SUPPLIED RECORDS below:

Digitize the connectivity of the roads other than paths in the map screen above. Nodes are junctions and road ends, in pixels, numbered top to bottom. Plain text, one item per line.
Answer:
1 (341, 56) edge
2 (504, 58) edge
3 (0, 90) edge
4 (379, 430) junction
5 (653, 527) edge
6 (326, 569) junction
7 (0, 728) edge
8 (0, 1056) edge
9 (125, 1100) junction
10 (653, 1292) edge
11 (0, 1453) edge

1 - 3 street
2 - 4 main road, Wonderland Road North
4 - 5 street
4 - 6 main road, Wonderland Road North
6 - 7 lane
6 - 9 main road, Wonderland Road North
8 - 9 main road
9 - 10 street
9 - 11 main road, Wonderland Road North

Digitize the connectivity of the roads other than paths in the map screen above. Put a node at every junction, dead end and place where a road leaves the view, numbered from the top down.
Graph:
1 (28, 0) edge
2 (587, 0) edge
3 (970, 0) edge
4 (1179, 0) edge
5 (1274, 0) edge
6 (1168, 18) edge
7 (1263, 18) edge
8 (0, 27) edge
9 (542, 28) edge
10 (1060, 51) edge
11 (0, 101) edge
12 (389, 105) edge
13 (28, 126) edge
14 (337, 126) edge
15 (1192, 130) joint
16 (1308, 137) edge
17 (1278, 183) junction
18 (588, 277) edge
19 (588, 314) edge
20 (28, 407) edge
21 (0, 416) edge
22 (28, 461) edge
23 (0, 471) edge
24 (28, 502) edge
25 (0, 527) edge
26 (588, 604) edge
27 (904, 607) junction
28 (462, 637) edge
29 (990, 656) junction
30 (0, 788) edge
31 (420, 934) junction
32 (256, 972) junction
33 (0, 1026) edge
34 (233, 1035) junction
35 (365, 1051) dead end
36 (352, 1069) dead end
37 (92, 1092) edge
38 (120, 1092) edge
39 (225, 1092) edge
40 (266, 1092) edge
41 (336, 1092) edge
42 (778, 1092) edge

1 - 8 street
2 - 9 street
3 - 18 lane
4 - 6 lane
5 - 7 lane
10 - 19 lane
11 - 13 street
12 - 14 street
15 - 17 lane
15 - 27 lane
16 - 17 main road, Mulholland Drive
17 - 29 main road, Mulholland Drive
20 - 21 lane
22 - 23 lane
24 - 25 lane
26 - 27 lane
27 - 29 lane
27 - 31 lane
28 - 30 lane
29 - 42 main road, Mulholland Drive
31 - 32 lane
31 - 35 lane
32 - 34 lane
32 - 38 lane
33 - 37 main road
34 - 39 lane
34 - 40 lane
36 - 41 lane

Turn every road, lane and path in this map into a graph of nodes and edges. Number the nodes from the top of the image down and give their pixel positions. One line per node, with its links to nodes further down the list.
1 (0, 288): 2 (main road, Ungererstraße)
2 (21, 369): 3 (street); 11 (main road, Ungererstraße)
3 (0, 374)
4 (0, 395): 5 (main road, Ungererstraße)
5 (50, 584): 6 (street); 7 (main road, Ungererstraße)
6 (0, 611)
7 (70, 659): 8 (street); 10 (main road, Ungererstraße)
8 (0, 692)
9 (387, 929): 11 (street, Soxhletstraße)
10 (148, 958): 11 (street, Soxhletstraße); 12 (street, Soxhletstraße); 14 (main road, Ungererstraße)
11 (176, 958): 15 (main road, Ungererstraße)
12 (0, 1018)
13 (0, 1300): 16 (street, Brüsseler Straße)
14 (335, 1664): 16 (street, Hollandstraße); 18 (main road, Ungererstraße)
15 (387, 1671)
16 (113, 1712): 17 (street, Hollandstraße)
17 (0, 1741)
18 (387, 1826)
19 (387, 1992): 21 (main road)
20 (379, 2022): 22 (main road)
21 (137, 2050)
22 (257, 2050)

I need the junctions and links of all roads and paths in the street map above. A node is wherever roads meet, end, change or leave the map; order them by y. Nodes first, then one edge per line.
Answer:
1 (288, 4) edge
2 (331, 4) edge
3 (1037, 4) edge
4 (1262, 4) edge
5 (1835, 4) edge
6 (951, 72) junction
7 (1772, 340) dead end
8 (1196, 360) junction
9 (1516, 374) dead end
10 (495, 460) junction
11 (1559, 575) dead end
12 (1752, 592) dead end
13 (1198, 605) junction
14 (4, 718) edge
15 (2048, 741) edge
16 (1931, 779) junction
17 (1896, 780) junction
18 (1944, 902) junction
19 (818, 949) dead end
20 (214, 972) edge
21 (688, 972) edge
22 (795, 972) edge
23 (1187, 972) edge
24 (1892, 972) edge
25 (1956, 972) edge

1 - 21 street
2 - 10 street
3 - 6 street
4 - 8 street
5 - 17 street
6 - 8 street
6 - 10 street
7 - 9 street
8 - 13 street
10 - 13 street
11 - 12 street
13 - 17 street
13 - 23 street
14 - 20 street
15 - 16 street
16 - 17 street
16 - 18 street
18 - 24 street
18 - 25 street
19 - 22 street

End of SUPPLIED RECORDS.

Reply with the complete records, restated exactly.

SOLUTION TO THIS PROBLEM
Digitize the connectivity of the roads other than paths in the map screen above. Nodes are junctions and road ends, in pixels, numbered top to bottom. Plain text, one item per line.
Answer:
1 (341, 56) edge
2 (504, 58) edge
3 (0, 90) edge
4 (379, 430) junction
5 (653, 527) edge
6 (326, 569) junction
7 (0, 728) edge
8 (0, 1056) edge
9 (125, 1100) junction
10 (653, 1292) edge
11 (0, 1453) edge

1 - 3 street
2 - 4 main road, Wonderland Road North
4 - 5 street
4 - 6 main road, Wonderland Road North
6 - 7 lane
6 - 9 main road, Wonderland Road North
8 - 9 main road
9 - 10 street
9 - 11 main road, Wonderland Road North

Digitize the connectivity of the roads other than paths in the map screen above. Put a node at every junction, dead end and place where a road leaves the view, numbered from the top down.
Graph:
1 (28, 0) edge
2 (587, 0) edge
3 (970, 0) edge
4 (1179, 0) edge
5 (1274, 0) edge
6 (1168, 18) edge
7 (1263, 18) edge
8 (0, 27) edge
9 (542, 28) edge
10 (1060, 51) edge
11 (0, 101) edge
12 (389, 105) edge
13 (28, 126) edge
14 (337, 126) edge
15 (1192, 130) joint
16 (1308, 137) edge
17 (1278, 183) junction
18 (588, 277) edge
19 (588, 314) edge
20 (28, 407) edge
21 (0, 416) edge
22 (28, 461) edge
23 (0, 471) edge
24 (28, 502) edge
25 (0, 527) edge
26 (588, 604) edge
27 (904, 607) junction
28 (462, 637) edge
29 (990, 656) junction
30 (0, 788) edge
31 (420, 934) junction
32 (256, 972) junction
33 (0, 1026) edge
34 (233, 1035) junction
35 (365, 1051) dead end
36 (352, 1069) dead end
37 (92, 1092) edge
38 (120, 1092) edge
39 (225, 1092) edge
40 (266, 1092) edge
41 (336, 1092) edge
42 (778, 1092) edge

1 - 8 street
2 - 9 street
3 - 18 lane
4 - 6 lane
5 - 7 lane
10 - 19 lane
11 - 13 street
12 - 14 street
15 - 17 lane
15 - 27 lane
16 - 17 main road, Mulholland Drive
17 - 29 main road, Mulholland Drive
20 - 21 lane
22 - 23 lane
24 - 25 lane
26 - 27 lane
27 - 29 lane
27 - 31 lane
28 - 30 lane
29 - 42 main road, Mulholland Drive
31 - 32 lane
31 - 35 lane
32 - 34 lane
32 - 38 lane
33 - 37 main road
34 - 39 lane
34 - 40 lane
36 - 41 lane

Turn every road, lane and path in this map into a graph of nodes and edges. Number the nodes from the top of the image down and give their pixel positions. One line per node, with its links to nodes further down the list.
1 (0, 288): 2 (main road, Ungererstraße)
2 (21, 369): 3 (street); 11 (main road, Ungererstraße)
3 (0, 374)
4 (0, 395): 5 (main road, Ungererstraße)
5 (50, 584): 6 (street); 7 (main road, Ungererstraße)
6 (0, 611)
7 (70, 659): 8 (street); 10 (main road, Ungererstraße)
8 (0, 692)
9 (387, 929): 11 (street, Soxhletstraße)
10 (148, 958): 11 (street, Soxhletstraße); 12 (street, Soxhletstraße); 14 (main road, Ungererstraße)
11 (176, 958): 15 (main road, Ungererstraße)
12 (0, 1018)
13 (0, 1300): 16 (street, Brüsseler Straße)
14 (335, 1664): 16 (street, Hollandstraße); 18 (main road, Ungererstraße)
15 (387, 1671)
16 (113, 1712): 17 (street, Hollandstraße)
17 (0, 1741)
18 (387, 1826)
19 (387, 1992): 21 (main road)
20 (379, 2022): 22 (main road)
21 (137, 2050)
22 (257, 2050)

I need the junctions and links of all roads and paths in the street map above. A node is wherever roads meet, end, change or leave the map; order them by y. Nodes first, then one edge per line.
Answer:
1 (288, 4) edge
2 (331, 4) edge
3 (1037, 4) edge
4 (1262, 4) edge
5 (1835, 4) edge
6 (951, 72) junction
7 (1772, 340) dead end
8 (1196, 360) junction
9 (1516, 374) dead end
10 (495, 460) junction
11 (1559, 575) dead end
12 (1752, 592) dead end
13 (1198, 605) junction
14 (4, 718) edge
15 (2048, 741) edge
16 (1931, 779) junction
17 (1896, 780) junction
18 (1944, 902) junction
19 (818, 949) dead end
20 (214, 972) edge
21 (688, 972) edge
22 (795, 972) edge
23 (1187, 972) edge
24 (1892, 972) edge
25 (1956, 972) edge

1 - 21 street
2 - 10 street
3 - 6 street
4 - 8 street
5 - 17 street
6 - 8 street
6 - 10 street
7 - 9 street
8 - 13 street
10 - 13 street
11 - 12 street
13 - 17 street
13 - 23 street
14 - 20 street
15 - 16 street
16 - 17 street
16 - 18 street
18 - 24 street
18 - 25 street
19 - 22 street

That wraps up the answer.